The media plan for Aitemaad (conceived and executed by Mass Advertising) included print advertising (accounting for over half the promotional budget) and brand activation.

Ahmed says that “the media plan is aligned with our expansion plans and the focus is not only on informing people that a NBP Aitemaad branch has opened in their neighbourhood, it also answers their queries regarding the legitimacy of Shari’ah-compliant financial transactions, thereby persuading them that IB is suited not only to meet their religious requirements, but is also essential to the financial prosperity and security of their families.”

Since the re-launch, Aitemaad’s focus has shifted from targeting the metros (where 56% of IB options are concentrated) to second-tier cities and rural areas (industry analysts estimate this is where 55% of the untapped customer base exists), therefore the media plan consisted of insertions nationwide in the Urdu and English language press to announce the opening of every new branch and the publication of supplements detailing the products and services offered, followed up by interactive road shows to coincide with branch openings.

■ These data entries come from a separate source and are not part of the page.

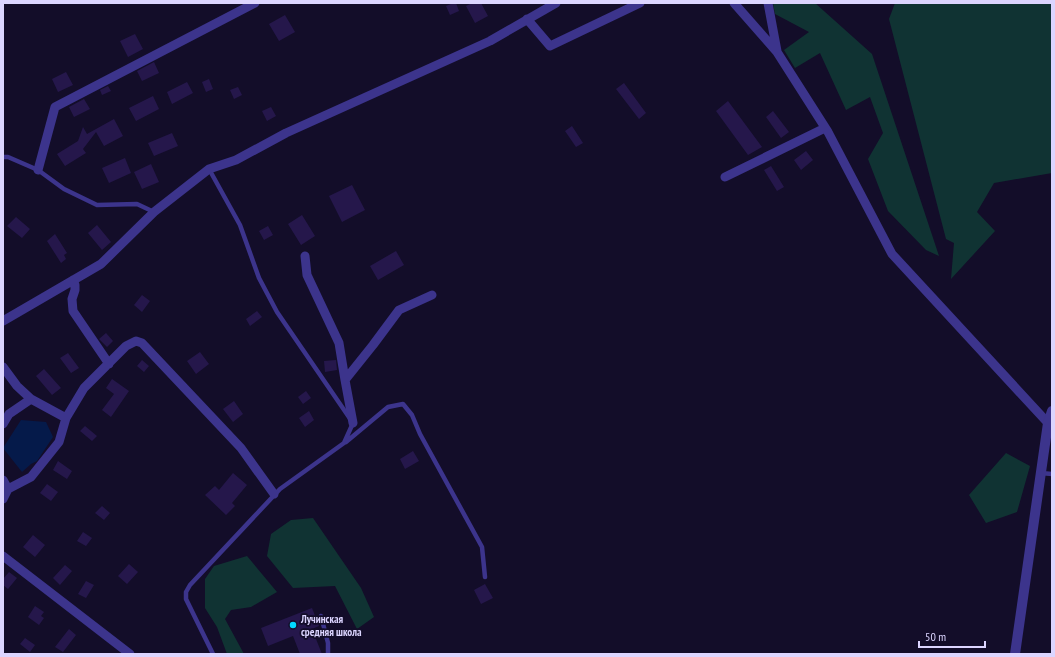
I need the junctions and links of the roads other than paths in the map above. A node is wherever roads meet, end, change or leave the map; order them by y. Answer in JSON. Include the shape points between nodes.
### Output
{"nodes":[{"id":1,"x":255,"y":3,"type":"edge"},
{"id":2,"x":556,"y":3,"type":"edge"},
{"id":3,"x":640,"y":3,"type":"edge"},
{"id":4,"x":734,"y":3,"type":"edge"},
{"id":5,"x":768,"y":3,"type":"edge"},
{"id":6,"x":528,"y":20,"type":"junction"},
{"id":7,"x":777,"y":52,"type":"junction"},
{"id":8,"x":825,"y":128,"type":"junction"},
{"id":9,"x":3,"y":157,"type":"edge"},
{"id":10,"x":209,"y":169,"type":"junction"},
{"id":11,"x":38,"y":170,"type":"junction"},
{"id":12,"x":725,"y":177,"type":"dead end"},
{"id":13,"x":154,"y":212,"type":"junction"},
{"id":14,"x":305,"y":256,"type":"dead end"},
{"id":15,"x":73,"y":280,"type":"junction"},
{"id":16,"x":432,"y":295,"type":"dead end"},
{"id":17,"x":3,"y":321,"type":"edge"},
{"id":18,"x":109,"y":364,"type":"junction"},
{"id":19,"x":3,"y":367,"type":"edge"},
{"id":20,"x":345,"y":380,"type":"junction"},
{"id":21,"x":31,"y":399,"type":"junction"},
{"id":22,"x":1052,"y":411,"type":"edge"},
{"id":23,"x":66,"y":418,"type":"junction"},
{"id":24,"x":353,"y":422,"type":"junction"},
{"id":25,"x":1048,"y":423,"type":"junction"},
{"id":26,"x":3,"y":424,"type":"edge"},
{"id":27,"x":344,"y":443,"type":"junction"},
{"id":28,"x":1041,"y":473,"type":"junction"},
{"id":29,"x":1052,"y":474,"type":"edge"},
{"id":30,"x":3,"y":480,"type":"edge"},
{"id":31,"x":8,"y":489,"type":"junction"},
{"id":32,"x":274,"y":494,"type":"junction"},
{"id":33,"x":3,"y":499,"type":"edge"},
{"id":34,"x":3,"y":556,"type":"edge"},
{"id":35,"x":485,"y":577,"type":"dead end"},
{"id":36,"x":321,"y":616,"type":"dead end"},
{"id":37,"x":130,"y":654,"type":"edge"},
{"id":38,"x":213,"y":654,"type":"edge"},
{"id":39,"x":328,"y":654,"type":"edge"},
{"id":40,"x":1015,"y":654,"type":"edge"}],
"edges":[{"from":1,"to":11,"type":"street","via":[[55,107]]},
{"from":2,"to":6,"type":"street"},
{"from":3,"to":6,"type":"street","via":[[550,46]]},
{"from":4,"to":7,"type":"street"},
{"from":5,"to":7,"type":"street"},
{"from":6,"to":10,"type":"street","via":[[490,41],[286,133],[236,160]]},
{"from":7,"to":8,"type":"street"},
{"from":8,"to":12,"type":"street"},
{"from":8,"to":25,"type":"street","via":[[892,254]]},
{"from":9,"to":11,"type":"lane"},
{"from":10,"to":13,"type":"street"},
{"from":10,"to":24,"type":"lane","via":[[240,225],[259,278],[277,312]]},
{"from":11,"to":13,"type":"lane","via":[[64,189],[97,205],[138,204]]},
{"from":13,"to":15,"type":"street","via":[[101,264]]},
{"from":14,"to":20,"type":"street","via":[[307,275],[339,343]]},
{"from":15,"to":17,"type":"street"},
{"from":15,"to":18,"type":"street","via":[[73,311]]},
{"from":16,"to":20,"type":"street","via":[[399,310]]},
{"from":18,"to":23,"type":"street","via":[[84,388]]},
{"from":18,"to":32,"type":"street","via":[[126,346],[136,341],[142,343],[241,448]]},
{"from":19,"to":21,"type":"street"},
{"from":20,"to":24,"type":"street"},
{"from":21,"to":23,"type":"street"},
{"from":21,"to":26,"type":"street","via":[[10,414]]},
{"from":22,"to":25,"type":"street"},
{"from":23,"to":31,"type":"street","via":[[59,442],[31,477]]},
{"from":24,"to":27,"type":"lane"},
{"from":25,"to":28,"type":"street"},
{"from":27,"to":32,"type":"lane"},
{"from":27,"to":35,"type":"lane","via":[[388,407],[402,404],[412,415],[482,547]]},
{"from":28,"to":29,"type":"lane"},
{"from":28,"to":40,"type":"street"},
{"from":30,"to":31,"type":"street"},
{"from":31,"to":33,"type":"street"},
{"from":32,"to":38,"type":"lane","via":[[186,592],[186,599]]},
{"from":34,"to":37,"type":"street"},
{"from":36,"to":39,"type":"lane"}]}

Looking to the future, Ahmed confirms that “radio spots in regional languages are in the pipeline in order to effectively reach our audiences in remote locations where radio is the main source of news and entertainment.”

A TVC however, will not be part of the marketing plan anytime soon, because according to Nazir, “A TVC would convey the impression that an Aitemaad branch is around the corner from every house. Once our network has expanded so that every major location has an Aitemaad branch, then we will consider a TVC.”

Despite the progress, if the SBP target of 20/20 for Islamic banking is to be achieved – i.e. acquiring a 20% market share of the overall banking industry by 2020, Ahmed is of the opinion that several obstacles will have to be overcome.

“The greatest challenge is the lack of investment options available within the IB sector as well as the misconception that IB is merely conventional banking under the guise of religion.”

To this end, awareness workshops in colleges and universities to educate young people about Islamic financing principles and image building seminars and conferences – where the Bank’s Shari’ah advisors and Islamic finance scholars provide consultation and guidance – are in the pipeline to ensure that IB realises optimal potential in Pakistan.